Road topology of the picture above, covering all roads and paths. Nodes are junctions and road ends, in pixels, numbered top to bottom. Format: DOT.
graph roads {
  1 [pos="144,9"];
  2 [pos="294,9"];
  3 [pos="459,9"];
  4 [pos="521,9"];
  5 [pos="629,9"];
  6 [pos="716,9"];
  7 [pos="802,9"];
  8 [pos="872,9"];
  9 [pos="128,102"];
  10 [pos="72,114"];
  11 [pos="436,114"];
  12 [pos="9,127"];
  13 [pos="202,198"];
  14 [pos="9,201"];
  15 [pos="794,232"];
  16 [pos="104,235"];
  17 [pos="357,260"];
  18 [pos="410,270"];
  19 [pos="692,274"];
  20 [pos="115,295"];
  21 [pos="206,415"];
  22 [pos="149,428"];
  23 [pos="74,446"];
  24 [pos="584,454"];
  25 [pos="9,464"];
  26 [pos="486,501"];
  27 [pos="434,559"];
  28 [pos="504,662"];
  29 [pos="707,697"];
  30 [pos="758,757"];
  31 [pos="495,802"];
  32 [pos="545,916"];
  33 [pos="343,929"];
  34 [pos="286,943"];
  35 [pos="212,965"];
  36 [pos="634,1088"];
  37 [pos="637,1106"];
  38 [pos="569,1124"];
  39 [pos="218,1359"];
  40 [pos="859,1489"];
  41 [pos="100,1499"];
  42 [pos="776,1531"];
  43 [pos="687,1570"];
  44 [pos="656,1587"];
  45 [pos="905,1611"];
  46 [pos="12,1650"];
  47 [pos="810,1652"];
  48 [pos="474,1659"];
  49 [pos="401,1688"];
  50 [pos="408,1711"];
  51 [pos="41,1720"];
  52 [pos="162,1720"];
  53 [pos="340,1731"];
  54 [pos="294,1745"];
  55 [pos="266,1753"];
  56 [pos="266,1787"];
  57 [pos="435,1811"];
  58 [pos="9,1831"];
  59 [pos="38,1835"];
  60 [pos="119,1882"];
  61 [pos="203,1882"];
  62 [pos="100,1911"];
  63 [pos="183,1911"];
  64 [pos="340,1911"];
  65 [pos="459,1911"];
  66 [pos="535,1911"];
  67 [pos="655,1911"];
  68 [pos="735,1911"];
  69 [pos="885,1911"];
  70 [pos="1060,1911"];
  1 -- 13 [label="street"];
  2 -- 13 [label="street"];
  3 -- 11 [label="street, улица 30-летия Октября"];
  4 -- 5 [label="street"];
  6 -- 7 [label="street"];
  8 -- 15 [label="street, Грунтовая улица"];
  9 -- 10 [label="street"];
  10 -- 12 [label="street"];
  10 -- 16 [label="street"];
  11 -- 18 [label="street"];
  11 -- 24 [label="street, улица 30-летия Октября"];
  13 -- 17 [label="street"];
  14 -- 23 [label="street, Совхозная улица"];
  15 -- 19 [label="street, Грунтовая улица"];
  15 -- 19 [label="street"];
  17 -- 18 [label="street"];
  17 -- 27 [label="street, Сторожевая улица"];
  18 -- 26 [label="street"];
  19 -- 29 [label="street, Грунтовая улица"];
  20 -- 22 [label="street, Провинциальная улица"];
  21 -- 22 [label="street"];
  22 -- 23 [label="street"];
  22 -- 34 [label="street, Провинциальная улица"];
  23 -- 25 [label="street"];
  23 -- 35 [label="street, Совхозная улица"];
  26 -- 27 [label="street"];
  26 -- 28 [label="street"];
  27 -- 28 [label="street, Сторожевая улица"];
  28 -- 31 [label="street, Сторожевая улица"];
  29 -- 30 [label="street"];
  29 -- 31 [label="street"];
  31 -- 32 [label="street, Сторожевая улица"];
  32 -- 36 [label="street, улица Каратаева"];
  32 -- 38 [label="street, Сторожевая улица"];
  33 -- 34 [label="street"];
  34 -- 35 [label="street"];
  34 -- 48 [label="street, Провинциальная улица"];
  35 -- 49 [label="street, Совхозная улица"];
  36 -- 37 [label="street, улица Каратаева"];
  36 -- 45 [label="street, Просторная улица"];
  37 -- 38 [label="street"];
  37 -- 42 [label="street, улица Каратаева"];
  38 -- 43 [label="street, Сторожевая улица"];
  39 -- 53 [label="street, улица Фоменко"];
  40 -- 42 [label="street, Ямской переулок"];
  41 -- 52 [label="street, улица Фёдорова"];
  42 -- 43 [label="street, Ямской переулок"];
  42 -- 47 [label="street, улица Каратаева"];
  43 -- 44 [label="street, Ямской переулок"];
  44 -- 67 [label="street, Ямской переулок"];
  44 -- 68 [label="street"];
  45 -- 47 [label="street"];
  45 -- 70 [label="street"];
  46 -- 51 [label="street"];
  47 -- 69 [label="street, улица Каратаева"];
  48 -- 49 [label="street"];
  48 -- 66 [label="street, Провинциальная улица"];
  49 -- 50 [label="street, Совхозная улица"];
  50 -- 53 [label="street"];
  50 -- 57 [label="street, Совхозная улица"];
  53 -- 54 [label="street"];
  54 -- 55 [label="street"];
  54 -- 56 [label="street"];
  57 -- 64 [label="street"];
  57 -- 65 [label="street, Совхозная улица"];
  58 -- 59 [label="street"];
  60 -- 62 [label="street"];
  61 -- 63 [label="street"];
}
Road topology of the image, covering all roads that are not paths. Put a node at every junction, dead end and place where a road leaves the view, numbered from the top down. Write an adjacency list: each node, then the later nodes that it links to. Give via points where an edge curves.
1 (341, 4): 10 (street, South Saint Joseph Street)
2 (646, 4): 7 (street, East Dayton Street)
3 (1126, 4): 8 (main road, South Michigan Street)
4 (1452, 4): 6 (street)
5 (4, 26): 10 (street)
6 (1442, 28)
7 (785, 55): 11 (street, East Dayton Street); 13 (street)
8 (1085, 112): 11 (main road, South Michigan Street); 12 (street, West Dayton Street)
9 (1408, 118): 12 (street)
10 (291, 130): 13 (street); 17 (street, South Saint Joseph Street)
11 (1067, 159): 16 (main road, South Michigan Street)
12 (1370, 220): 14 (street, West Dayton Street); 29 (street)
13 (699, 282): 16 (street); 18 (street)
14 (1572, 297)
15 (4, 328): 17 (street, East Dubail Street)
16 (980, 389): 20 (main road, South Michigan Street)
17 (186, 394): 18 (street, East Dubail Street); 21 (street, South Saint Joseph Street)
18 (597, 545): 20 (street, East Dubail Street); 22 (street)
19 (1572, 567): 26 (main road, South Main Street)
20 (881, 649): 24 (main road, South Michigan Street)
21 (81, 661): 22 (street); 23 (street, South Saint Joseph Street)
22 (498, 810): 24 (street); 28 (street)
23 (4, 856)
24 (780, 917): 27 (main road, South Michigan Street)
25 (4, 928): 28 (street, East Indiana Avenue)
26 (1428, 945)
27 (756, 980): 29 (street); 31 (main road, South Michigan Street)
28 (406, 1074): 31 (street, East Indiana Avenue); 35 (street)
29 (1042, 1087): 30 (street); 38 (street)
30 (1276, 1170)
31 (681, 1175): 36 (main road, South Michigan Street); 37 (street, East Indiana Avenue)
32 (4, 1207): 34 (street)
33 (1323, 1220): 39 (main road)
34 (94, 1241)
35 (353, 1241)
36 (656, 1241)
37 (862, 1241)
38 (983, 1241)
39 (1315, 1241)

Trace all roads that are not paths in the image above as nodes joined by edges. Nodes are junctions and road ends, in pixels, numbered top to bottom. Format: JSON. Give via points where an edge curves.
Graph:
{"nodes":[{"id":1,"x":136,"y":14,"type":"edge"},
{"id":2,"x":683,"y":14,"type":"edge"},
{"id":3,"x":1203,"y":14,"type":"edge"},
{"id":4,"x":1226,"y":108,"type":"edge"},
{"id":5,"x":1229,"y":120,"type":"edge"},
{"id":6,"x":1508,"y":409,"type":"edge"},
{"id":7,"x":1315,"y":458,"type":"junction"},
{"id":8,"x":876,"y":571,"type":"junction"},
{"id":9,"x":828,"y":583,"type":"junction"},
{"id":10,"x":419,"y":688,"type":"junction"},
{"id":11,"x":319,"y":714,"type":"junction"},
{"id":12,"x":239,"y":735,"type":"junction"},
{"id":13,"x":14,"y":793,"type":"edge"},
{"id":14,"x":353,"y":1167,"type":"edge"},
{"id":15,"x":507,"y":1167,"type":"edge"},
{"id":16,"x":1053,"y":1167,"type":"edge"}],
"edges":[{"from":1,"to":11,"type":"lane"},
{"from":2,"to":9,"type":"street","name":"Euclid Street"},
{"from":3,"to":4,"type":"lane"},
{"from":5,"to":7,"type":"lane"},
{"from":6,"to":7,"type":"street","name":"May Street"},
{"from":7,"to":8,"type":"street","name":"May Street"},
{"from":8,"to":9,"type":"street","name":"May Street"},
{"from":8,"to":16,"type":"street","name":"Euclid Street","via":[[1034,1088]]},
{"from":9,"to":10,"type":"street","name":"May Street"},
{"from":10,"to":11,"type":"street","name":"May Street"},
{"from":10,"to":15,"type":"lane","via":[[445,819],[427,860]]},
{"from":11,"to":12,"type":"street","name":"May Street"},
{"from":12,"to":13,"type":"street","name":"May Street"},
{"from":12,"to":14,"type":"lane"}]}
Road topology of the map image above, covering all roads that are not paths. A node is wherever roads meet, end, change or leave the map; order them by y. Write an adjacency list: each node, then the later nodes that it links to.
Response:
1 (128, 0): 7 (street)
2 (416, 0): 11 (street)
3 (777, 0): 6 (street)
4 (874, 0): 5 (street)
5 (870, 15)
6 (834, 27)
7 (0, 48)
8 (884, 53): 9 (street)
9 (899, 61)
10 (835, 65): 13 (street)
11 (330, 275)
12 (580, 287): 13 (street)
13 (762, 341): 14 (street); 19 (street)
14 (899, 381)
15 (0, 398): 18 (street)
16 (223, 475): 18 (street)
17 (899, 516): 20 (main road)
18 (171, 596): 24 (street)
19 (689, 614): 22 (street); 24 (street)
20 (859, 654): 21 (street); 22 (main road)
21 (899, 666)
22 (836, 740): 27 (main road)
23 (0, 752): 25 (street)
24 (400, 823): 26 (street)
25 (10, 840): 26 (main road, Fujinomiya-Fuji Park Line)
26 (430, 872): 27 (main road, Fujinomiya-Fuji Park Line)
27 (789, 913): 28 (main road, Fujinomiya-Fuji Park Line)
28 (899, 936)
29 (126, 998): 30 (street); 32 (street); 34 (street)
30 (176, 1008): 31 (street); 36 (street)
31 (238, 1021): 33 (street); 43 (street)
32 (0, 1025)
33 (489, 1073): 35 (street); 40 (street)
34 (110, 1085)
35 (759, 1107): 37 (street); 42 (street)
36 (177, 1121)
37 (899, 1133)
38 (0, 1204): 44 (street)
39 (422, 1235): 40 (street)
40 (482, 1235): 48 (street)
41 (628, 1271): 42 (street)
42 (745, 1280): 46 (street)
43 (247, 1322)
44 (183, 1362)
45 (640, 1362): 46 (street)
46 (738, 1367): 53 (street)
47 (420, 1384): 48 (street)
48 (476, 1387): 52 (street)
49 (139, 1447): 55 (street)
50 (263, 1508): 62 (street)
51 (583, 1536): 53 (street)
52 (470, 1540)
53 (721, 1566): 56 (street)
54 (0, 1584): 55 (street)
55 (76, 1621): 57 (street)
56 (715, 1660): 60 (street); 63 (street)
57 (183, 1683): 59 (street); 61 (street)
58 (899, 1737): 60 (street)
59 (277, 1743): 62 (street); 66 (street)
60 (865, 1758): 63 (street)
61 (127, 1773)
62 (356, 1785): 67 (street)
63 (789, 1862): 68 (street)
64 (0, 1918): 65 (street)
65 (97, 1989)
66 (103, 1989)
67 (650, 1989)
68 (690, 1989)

ABOUT THIS TASK
Go through the listing above and locate each line that holds the word "Fujinomiya". Copy those lines.

EXERCISE RESULT
25 (10, 840): 26 (main road, Fujinomiya-Fuji Park Line)
26 (430, 872): 27 (main road, Fujinomiya-Fuji Park Line)
27 (789, 913): 28 (main road, Fujinomiya-Fuji Park Line)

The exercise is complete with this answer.